Re: more support for various frame types of window functions - Mailing list pgsql-hackers

From Hitoshi Harada
Subject Re: more support for various frame types of window functions
Date
Msg-id e08cc0400911090620u296591by214b56b377c51eb0@mail.gmail.com
Whole thread Raw
In response to Re: more support for various frame types of window functions  (David Fetter <david@fetter.org>)
Responses Re: more support for various frame types of window functions
List pgsql-hackers
2009/11/9 David Fetter <david@fetter.org>:
> On Mon, Nov 09, 2009 at 06:39:54PM +0900, Hitoshi Harada wrote:
>> I'm not sure if it can be finished until the start of the next CF,
>> but I've been working on $subject.
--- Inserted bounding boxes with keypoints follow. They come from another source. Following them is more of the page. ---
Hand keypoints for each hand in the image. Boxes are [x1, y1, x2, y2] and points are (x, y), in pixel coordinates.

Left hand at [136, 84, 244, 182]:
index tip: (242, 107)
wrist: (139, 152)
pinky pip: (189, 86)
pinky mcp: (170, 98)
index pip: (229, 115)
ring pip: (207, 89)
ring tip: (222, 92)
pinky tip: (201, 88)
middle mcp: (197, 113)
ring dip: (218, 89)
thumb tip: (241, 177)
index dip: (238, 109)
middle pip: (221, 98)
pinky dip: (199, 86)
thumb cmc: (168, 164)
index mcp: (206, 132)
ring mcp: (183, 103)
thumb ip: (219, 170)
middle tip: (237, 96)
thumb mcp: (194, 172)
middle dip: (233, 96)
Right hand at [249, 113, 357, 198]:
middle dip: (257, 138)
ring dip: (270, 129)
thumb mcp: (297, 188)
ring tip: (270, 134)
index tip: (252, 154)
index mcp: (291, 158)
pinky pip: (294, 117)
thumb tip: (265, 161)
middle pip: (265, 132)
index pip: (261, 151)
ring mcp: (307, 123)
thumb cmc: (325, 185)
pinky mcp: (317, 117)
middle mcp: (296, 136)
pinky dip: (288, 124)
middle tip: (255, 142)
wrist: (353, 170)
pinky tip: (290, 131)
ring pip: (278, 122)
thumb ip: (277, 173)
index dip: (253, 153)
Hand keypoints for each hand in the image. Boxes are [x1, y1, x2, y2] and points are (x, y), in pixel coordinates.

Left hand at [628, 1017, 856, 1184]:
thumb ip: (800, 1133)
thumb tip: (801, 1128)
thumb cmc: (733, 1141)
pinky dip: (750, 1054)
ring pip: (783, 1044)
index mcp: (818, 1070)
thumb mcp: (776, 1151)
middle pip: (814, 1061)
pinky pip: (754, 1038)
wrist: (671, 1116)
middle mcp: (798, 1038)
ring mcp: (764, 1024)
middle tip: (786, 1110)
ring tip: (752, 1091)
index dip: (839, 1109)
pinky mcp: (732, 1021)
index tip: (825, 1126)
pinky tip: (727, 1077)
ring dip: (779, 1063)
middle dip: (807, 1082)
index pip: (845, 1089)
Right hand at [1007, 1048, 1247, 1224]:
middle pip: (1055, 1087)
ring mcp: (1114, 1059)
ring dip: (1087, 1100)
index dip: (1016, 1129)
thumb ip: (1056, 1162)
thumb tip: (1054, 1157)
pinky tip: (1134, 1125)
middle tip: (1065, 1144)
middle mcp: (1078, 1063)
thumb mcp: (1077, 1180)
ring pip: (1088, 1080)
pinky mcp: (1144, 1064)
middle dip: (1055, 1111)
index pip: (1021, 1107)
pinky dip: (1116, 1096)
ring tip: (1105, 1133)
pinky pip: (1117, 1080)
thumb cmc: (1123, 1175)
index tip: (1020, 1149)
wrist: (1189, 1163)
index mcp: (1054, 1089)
This work intends to extend
>> current limited frame types of window functions such like below;
>
> This is very, very exciting.  Is there a public repository people can
> check out?
Not so far as always. The step is quite small so I don't believe we
need developing repository but I'll create it when needed.

>  In particular, I'm curious about how to handle ROWS vs.
> RANGE, e.g.:
>
>    avg(t) OVER (...
>        ROWS BETWEEN 2 PRECEDING AND 2 FOLLOWING) AS smooth_five_points
>
> vs.
>
>    avg(t) OVER (...
>        RANGE BETWEEN
>        INTERVAL '2 day' PRECEDING AND
>        INTERVAL '2 day' FOLLOWING) AS five_day_average
>

I've not finished reading spec completely, but in the first frame
starts at exactly 2 rows before current row and ends at exactly 2 rows
after current row. The latter is a bit more complicated but it means
the frame starts at the beginning of peers whose value in ORDER BY
clause is current row value - 2 days and so on.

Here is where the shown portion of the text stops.